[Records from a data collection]
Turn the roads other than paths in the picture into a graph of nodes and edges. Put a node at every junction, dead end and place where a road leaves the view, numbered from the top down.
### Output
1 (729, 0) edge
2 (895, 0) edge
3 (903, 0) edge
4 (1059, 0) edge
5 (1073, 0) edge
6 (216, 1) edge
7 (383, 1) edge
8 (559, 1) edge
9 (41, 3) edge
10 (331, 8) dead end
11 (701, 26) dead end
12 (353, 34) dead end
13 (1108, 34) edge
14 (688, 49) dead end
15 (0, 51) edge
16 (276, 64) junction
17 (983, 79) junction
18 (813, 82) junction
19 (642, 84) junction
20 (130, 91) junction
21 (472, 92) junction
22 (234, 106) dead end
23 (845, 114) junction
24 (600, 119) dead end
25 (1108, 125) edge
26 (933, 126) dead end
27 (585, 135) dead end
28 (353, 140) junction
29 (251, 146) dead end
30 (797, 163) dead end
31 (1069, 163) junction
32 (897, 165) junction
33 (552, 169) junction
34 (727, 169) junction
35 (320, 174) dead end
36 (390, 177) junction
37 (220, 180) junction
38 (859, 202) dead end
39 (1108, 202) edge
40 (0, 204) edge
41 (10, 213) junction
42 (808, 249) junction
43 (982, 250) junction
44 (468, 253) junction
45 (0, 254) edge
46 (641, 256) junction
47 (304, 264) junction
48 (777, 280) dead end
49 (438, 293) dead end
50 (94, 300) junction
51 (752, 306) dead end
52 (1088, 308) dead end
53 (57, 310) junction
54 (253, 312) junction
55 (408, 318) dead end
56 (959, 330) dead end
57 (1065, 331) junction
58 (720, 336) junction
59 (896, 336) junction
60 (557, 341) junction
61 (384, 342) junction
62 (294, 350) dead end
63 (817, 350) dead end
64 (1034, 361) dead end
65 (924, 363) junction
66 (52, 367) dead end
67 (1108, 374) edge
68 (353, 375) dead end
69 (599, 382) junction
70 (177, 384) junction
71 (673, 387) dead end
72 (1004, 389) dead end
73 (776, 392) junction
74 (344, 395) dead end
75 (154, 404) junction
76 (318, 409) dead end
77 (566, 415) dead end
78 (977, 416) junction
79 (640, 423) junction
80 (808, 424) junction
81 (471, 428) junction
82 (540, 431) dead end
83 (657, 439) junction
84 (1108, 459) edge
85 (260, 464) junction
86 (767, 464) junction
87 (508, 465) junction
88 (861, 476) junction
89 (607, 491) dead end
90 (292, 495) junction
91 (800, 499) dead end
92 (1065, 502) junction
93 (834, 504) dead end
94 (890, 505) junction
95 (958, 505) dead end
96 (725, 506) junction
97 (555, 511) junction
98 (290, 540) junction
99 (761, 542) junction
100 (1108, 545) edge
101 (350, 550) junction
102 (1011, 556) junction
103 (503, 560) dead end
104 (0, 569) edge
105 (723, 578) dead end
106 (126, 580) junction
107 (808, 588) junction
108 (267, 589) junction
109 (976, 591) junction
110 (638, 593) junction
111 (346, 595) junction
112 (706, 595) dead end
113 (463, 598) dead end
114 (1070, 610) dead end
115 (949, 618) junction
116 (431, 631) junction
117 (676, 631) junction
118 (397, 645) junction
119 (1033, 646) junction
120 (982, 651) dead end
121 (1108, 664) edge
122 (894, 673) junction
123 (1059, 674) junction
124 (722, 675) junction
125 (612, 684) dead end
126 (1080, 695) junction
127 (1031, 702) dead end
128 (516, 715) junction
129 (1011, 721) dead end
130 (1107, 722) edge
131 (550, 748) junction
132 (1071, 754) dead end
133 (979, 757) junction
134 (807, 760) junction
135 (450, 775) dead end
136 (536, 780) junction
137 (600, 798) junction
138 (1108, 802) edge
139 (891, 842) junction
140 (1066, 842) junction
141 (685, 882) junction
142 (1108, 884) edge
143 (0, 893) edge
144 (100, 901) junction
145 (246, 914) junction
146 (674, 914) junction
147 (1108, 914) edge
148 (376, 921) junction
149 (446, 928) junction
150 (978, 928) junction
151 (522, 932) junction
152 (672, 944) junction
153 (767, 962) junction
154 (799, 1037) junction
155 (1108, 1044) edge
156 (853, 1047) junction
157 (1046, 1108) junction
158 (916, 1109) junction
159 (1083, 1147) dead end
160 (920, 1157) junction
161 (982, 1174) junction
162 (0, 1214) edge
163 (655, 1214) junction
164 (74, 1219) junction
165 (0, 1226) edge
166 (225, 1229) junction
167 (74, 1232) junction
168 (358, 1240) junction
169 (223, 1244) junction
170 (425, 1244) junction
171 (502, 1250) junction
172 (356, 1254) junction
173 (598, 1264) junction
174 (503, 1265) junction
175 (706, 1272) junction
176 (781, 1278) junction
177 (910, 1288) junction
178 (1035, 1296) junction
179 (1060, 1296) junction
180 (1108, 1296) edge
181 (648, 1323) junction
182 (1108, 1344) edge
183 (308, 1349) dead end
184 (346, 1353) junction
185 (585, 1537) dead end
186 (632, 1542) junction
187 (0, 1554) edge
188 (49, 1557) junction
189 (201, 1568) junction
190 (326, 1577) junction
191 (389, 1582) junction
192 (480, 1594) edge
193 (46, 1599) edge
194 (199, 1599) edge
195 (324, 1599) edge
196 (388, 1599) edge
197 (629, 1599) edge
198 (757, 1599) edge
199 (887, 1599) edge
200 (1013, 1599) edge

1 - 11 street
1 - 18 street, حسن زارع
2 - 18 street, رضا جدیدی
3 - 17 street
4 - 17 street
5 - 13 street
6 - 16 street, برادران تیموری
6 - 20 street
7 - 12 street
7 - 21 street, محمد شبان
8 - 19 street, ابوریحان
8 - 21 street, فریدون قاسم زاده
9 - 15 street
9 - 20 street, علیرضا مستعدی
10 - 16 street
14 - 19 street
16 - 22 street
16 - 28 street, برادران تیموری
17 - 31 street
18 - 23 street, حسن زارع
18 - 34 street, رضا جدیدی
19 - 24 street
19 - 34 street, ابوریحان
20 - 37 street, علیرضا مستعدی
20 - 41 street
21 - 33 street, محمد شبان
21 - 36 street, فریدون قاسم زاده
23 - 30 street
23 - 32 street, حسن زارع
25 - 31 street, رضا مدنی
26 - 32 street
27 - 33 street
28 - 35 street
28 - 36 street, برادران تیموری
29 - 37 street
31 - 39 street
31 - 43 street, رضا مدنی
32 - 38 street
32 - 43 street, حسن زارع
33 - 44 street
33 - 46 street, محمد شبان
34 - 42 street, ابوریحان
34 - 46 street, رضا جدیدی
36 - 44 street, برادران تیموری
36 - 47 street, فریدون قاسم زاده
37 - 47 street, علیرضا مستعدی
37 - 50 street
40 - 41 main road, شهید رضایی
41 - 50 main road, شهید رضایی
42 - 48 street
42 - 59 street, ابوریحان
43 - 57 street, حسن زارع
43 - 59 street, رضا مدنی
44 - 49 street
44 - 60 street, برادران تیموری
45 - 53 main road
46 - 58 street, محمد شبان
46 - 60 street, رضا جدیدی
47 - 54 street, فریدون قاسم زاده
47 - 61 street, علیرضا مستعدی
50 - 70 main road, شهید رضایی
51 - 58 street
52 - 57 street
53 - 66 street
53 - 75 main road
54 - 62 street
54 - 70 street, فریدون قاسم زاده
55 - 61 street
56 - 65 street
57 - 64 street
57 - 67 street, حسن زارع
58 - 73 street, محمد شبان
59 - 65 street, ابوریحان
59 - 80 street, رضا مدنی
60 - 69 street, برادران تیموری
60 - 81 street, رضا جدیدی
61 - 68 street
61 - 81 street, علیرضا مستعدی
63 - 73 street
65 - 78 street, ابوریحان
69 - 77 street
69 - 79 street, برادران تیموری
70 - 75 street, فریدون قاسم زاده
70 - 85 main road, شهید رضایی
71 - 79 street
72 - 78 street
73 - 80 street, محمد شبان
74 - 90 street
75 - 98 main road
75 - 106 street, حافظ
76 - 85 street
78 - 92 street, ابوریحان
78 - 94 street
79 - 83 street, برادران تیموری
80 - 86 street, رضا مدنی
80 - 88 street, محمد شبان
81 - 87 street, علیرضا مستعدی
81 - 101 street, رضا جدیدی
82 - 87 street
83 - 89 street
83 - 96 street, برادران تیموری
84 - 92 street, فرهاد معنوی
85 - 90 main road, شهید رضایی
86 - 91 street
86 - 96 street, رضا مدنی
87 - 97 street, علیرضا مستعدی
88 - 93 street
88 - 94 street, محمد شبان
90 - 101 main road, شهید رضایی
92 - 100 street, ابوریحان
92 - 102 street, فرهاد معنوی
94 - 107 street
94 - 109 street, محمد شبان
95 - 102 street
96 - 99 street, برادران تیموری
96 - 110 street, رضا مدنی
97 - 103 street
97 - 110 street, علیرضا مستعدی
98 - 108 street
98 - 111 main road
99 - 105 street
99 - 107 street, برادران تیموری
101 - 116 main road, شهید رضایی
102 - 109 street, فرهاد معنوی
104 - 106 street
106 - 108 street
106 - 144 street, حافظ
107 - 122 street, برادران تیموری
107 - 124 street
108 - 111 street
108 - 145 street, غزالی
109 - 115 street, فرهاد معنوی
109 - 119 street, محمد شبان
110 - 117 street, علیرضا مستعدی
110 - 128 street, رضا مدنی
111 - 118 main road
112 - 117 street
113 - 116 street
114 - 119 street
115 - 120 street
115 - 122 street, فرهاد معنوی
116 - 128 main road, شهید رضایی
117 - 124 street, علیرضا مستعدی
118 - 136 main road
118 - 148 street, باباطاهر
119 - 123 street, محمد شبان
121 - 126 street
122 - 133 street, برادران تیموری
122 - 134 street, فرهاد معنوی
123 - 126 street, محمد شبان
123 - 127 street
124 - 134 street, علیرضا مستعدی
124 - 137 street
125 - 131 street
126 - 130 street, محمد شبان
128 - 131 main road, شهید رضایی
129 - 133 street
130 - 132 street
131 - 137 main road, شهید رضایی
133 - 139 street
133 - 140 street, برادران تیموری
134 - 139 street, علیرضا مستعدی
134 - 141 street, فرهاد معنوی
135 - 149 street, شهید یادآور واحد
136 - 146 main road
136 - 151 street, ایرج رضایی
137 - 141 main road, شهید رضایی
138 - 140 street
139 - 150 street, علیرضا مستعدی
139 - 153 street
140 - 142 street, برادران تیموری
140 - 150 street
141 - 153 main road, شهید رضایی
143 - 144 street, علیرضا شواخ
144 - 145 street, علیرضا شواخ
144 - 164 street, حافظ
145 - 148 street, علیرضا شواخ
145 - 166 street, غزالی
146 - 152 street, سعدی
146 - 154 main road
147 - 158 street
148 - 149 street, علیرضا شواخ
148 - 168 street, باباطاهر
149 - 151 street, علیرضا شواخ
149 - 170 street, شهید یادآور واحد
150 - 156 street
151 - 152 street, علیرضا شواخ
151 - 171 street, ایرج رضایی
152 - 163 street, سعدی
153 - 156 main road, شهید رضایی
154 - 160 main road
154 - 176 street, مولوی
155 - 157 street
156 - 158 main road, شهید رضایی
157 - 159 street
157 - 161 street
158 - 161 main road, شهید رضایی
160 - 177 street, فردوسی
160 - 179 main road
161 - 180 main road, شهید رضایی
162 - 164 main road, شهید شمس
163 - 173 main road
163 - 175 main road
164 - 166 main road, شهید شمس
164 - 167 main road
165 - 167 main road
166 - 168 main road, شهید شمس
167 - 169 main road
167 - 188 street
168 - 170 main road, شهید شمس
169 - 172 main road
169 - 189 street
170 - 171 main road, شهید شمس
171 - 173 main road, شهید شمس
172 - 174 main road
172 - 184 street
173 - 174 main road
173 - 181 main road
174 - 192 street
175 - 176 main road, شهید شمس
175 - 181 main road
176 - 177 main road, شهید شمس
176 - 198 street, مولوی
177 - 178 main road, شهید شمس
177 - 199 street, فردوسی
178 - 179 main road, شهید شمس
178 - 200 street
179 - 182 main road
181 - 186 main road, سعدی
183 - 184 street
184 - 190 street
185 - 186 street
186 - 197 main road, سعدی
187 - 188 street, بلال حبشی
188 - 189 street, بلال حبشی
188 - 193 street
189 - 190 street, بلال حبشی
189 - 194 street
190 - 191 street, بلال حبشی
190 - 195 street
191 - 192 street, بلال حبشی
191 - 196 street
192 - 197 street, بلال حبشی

## Problem details
Would you show every line in the data above that contains the string "حبشی"?

## Output below
187 - 188 street, بلال حبشی
188 - 189 street, بلال حبشی
189 - 190 street, بلال حبشی
190 - 191 street, بلال حبشی
191 - 192 street, بلال حبشی
192 - 197 street, بلال حبشی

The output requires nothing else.